Personal information
- Full name: Justin-Noël Kalumba Mwana Ngongo
- Date of birth: 25 December 2004 (age 21)
- Place of birth: Roubaix, France
- Position: Winger

Team information
- Current team: Mallorca
- Number: 30

Youth career
- 2015–2016: FC Seclin
- 2016–2017: AS Templeuve
- 2017–2022: Lille
- 2022–2023: Angers

Senior career*
- Years: Team / Apps / (Gls)
- 2023–2026: Angers II / 25 / (4)
- 2023–2026: Angers / 26 / (0)
- 2026–: Mallorca / 0 / (0)

International career
- 2024: France U20 / 6 / (0)

= Justin Kalumba =

French footballer (born 2003)

Justin-Noël Kalumba Mwana Ngongo (born 25 December 2004) is a French professional footballer who plays as a winger for club Mallorca.

==Club career==
===Angers===
A youth product of Lille for 5 years, Kalumba moved to Angers in the summer of 2023 on a two-year contract.
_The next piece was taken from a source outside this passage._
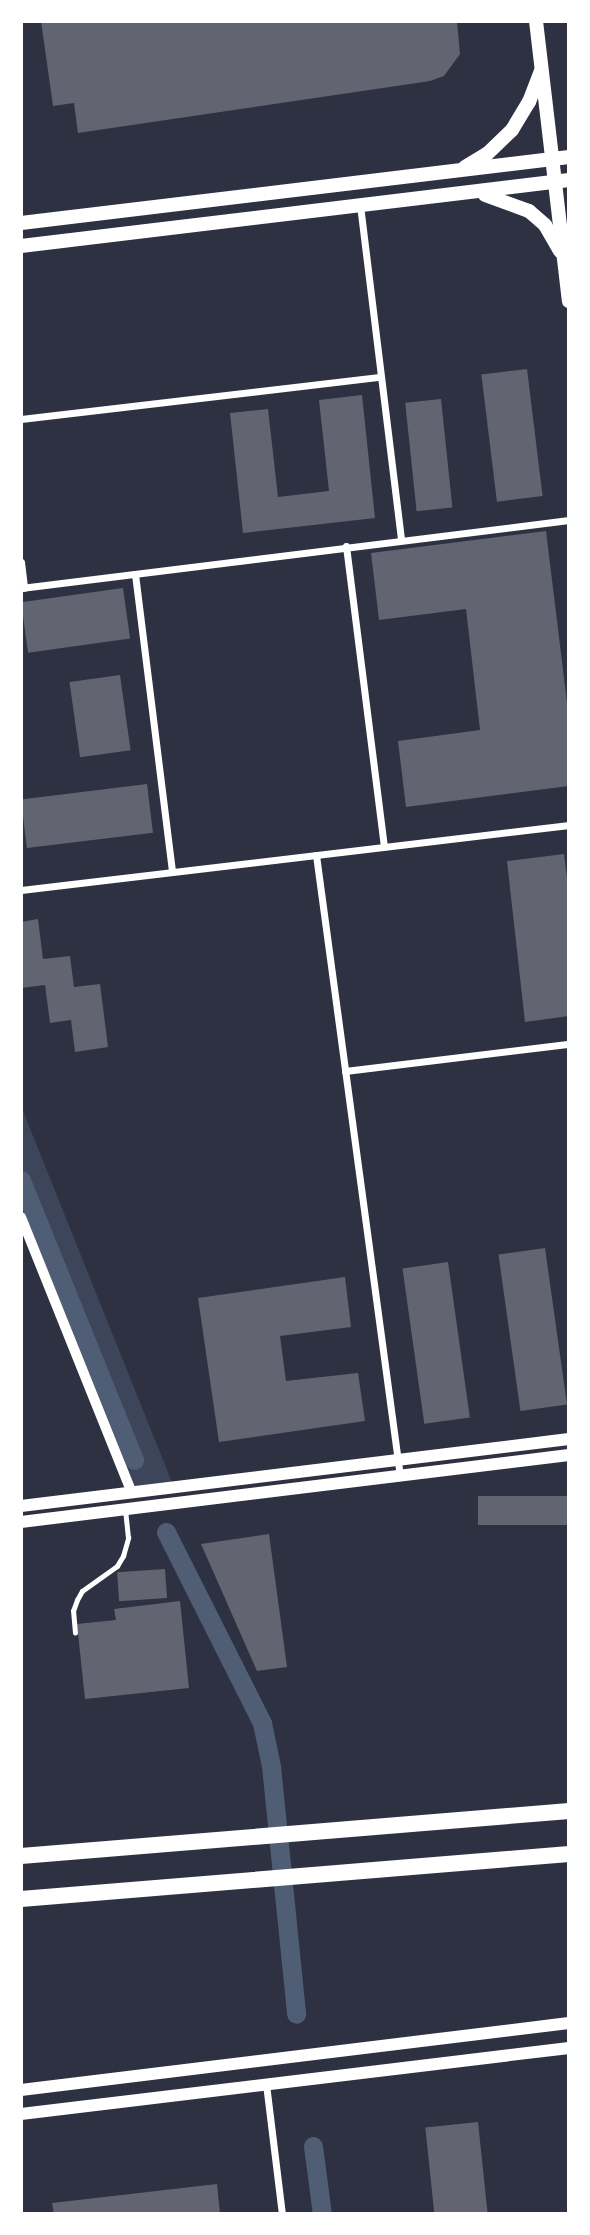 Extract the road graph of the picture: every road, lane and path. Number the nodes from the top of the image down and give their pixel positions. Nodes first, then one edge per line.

He began playing with their reserves in early 2023. He made his senior and professional debut with Angers as a starter in a 1–1 Ligue 1 tie with Nice on 2 April 2023, where he played a left wing-back.

===Mallorca===
On 16 January 2026, Kalumba signed a three-and-a-half-year contract with La Liga side Mallorca.

==International career==
Born in France, Kalumba is of DR Congolese descent. He was called up to the France U19s in January 2021.

==Playing style==
Kalumba is a right winger, who also plays with a mix of support and speed.